Learn how savvy architects and designers are creating environments that are more inclusive of the hearing impaired.
Have you ever found yourself sitting in a restaurant, leaning in and shouting at your tablemates because the music suddenly jumped up five notches and everyone else’s conversations just got a little bit louder? Now imagine that situation for someone with impaired hearing. Unpleasant doesn’t even begin to describe it.
The good news is, there’s a shift happening in the world of architecture and interior design, with more professionals paying attention to creating rooms that work for the hearing impaired. And what’s more, designing these kinds of spaces actually benefits everyone.
Think of it this way: even if you can detour around a massive obstacle to get from point A to point B, wouldn’t life be easier if someone just moved the obstacle? Everyone’s happier; everyone’s life is improved. Here are some ways architects and designers are designing spaces that are more sensory-aware.

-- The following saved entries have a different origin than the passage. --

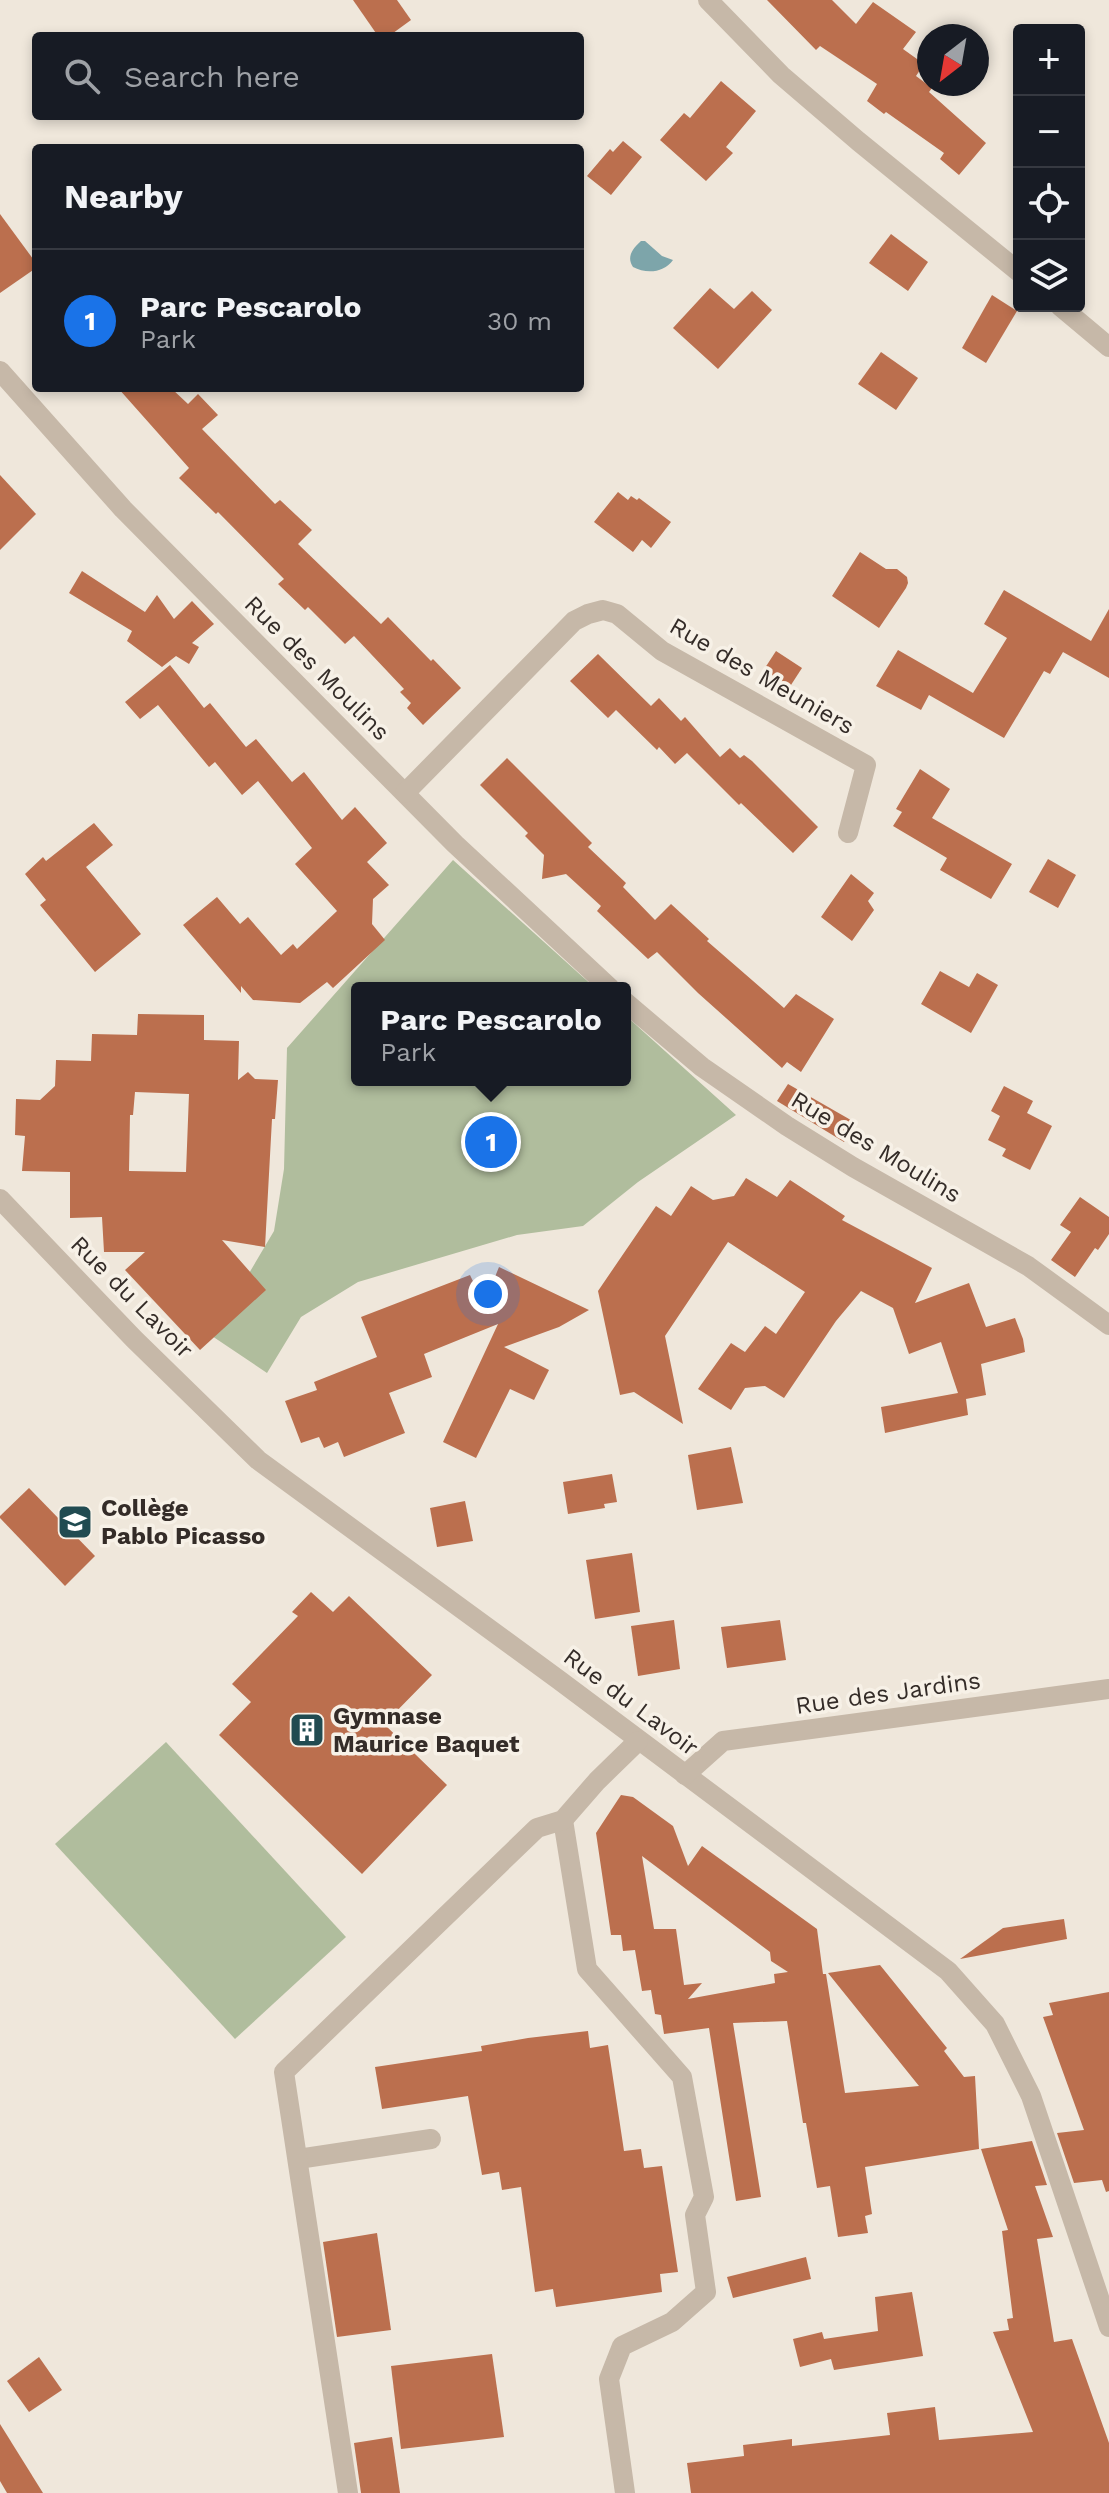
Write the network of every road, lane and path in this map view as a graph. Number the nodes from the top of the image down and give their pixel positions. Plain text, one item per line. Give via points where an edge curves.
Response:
1 (708, 0) edge
2 (1013, 267) edge
3 (1067, 312) edge
4 (1109, 347) edge
5 (0, 371) edge
6 (405, 793) junction
7 (848, 833) dead end
8 (604, 982) edge
9 (631, 1007) edge
10 (0, 1199) edge
11 (1109, 1325) edge
12 (1109, 1689) edge
13 (638, 1741) junction
14 (685, 1775) junction
15 (563, 1820) junction
16 (431, 2139) dead end
17 (298, 2159) junction
18 (1109, 2327) edge
19 (348, 2493) edge
20 (625, 2493) edge

1 - 2 street via 781,75
3 - 4 street
5 - 6 street, Rue des Moulins via 123,509
6 - 7 street, Rue des Meuniers via 574,621 603,610 617,614 662,651 866,765
6 - 8 street, Rue des Moulins
9 - 11 street, Rue des Moulins via 702,1067 787,1126 1028,1266
10 - 13 street, Rue du Lavoir via 258,1460
12 - 14 street, Rue des Jardins via 723,1741
13 - 14 street, Rue du Lavoir
13 - 15 street
14 - 18 street, Rue du Lavoir via 948,1971 995,2024 1031,2096
15 - 17 street via 537,1828 284,2072
15 - 20 street via 587,1969 682,2077 704,2197 695,2215 706,2292 672,2322 622,2346 609,2379
16 - 17 street
17 - 19 street

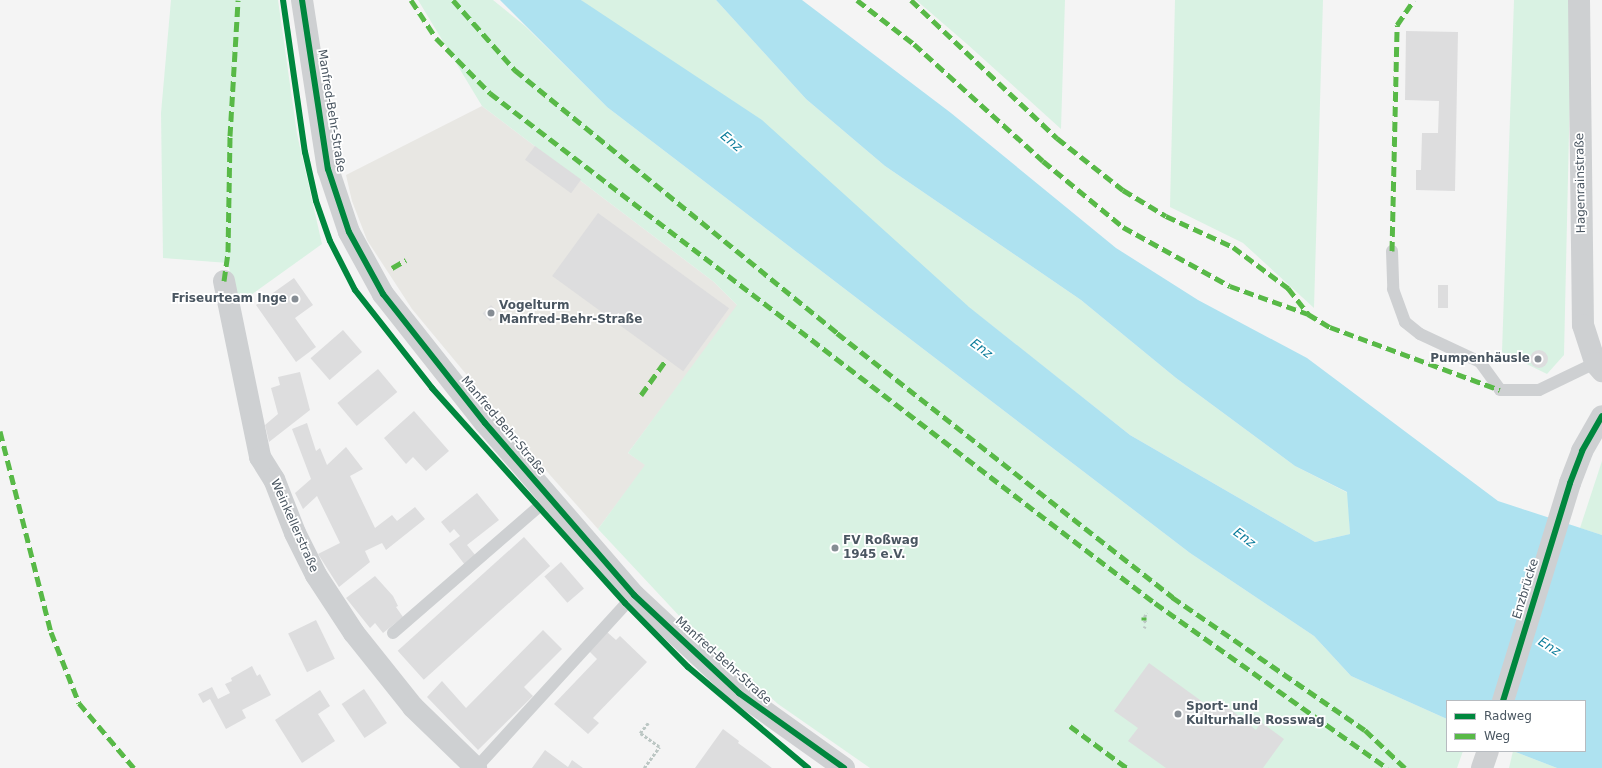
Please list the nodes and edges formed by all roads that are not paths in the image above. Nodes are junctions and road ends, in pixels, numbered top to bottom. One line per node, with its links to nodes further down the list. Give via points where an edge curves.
1 (302, 0): 7 (street, Manfred-Behr-Straße, via 328,169 342,215 356,247 373,279 399,316)
2 (1579, 0): 5 (street, Hagenrainstraße, via 1583,325)
3 (1392, 251): 5 (lane, Hagenrainstraße, via 1393,289 1405,322 1420,334 1480,362 1500,390 1539,390)
4 (224, 281): 11 (street, Weinkellerstraße, via 258,450 274,479 305,555 340,614 368,652 413,707)
5 (1598, 367)
6 (1602, 416): 10 (street, Enzbrücke, via 1582,450 1570,483)
7 (549, 498): 8 (street, Manfred-Behr-Straße); 9 (lane)
8 (634, 594): 11 (lane); 12 (street, Manfred-Behr-Straße, via 739,693)
9 (393, 633)
10 (1503, 700)
11 (476, 768)
12 (844, 768)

In 2005, architect Hansel Bauman began working with the American Sign Language (ASL) Deaf Studies department at Gallaudet University in Washington, DC. His brief? To develop architectural guidelines that would improve how deaf people interact with their manmade surroundings. The result was DeafSpace Design, a framework of more than 150 design elements that impacts how the hearing-impaired experience a space.
If you speak with your hands… Then you need room to express yourself. Anything that restricts your movement or comes between you and the person you’re talking to is basically an interruption. Need to stop signing to open a door? Imagine how much more inclusive automatic sliding doors can be.
If reading lips and body language helps you communicate… Then, big surprise, you need to be able to see a person’s face when you’re having a conversation. That means things like staircases, narrow hallways and awkwardly placed support walls and beams are barriers for communication – not just movement. A better alternative? Lots of ramps, wide corridors and big open spaces.
If you can’t hear things like doors being open and shut… Then you need a way to know when people are entering or leaving your space (unless you like being constantly surprised). Many people experiencing hearing loss rely on 360-degree spatial awareness to navigate an environment, so rooms and walls with opaque or frosted glass allow people to use shadows and movement to anticipate people coming and going. For meetings, open-plan rooms, where everyone sits in a circle to engage, work best.
If you rely heavily on your vision to navigate a space… Then you need reduced glare and backlighting for your eyes to stay fresh. Soft, diffused daylight helps reduce eye fatigue, so if you can, plan your workspace around rooms with angled windows and more natural sunlight. Also, like any paint company will tell you, colour matters – though less for setting the mood and more for clear communication. Hues that contrast with skin tones – blues, greens and yellows – are better than pinks and oranges for making sure signing and facial expressions are visible.
And if you have a hearing aid… Then you know just how important acoustics are (and how awful and painful reverb can be). A panelled ceiling or acoustic blanket installed under the floor can work wonders by reducing the reverberation caused by sound waves bouncing off hard surfaces. Who likes hearing loud footsteps upstairs, anyway?
Loud restaurants or open-plan offices with boisterous chatter are tricky to navigate for the hearing-impaired, but it’s nothing better design can’t fix. Some architects and designers are gradually moving towards creating inclusive audio spaces. DeafSpace’s design principles were created to improve how areas are designed for the hard of hearing, but they’re just good design principles, period. Rooms with lighting that are easier on the eyes, have ample space for self-expression, and better acoustics with less reverberation, all allow everyone to be included in the conversation.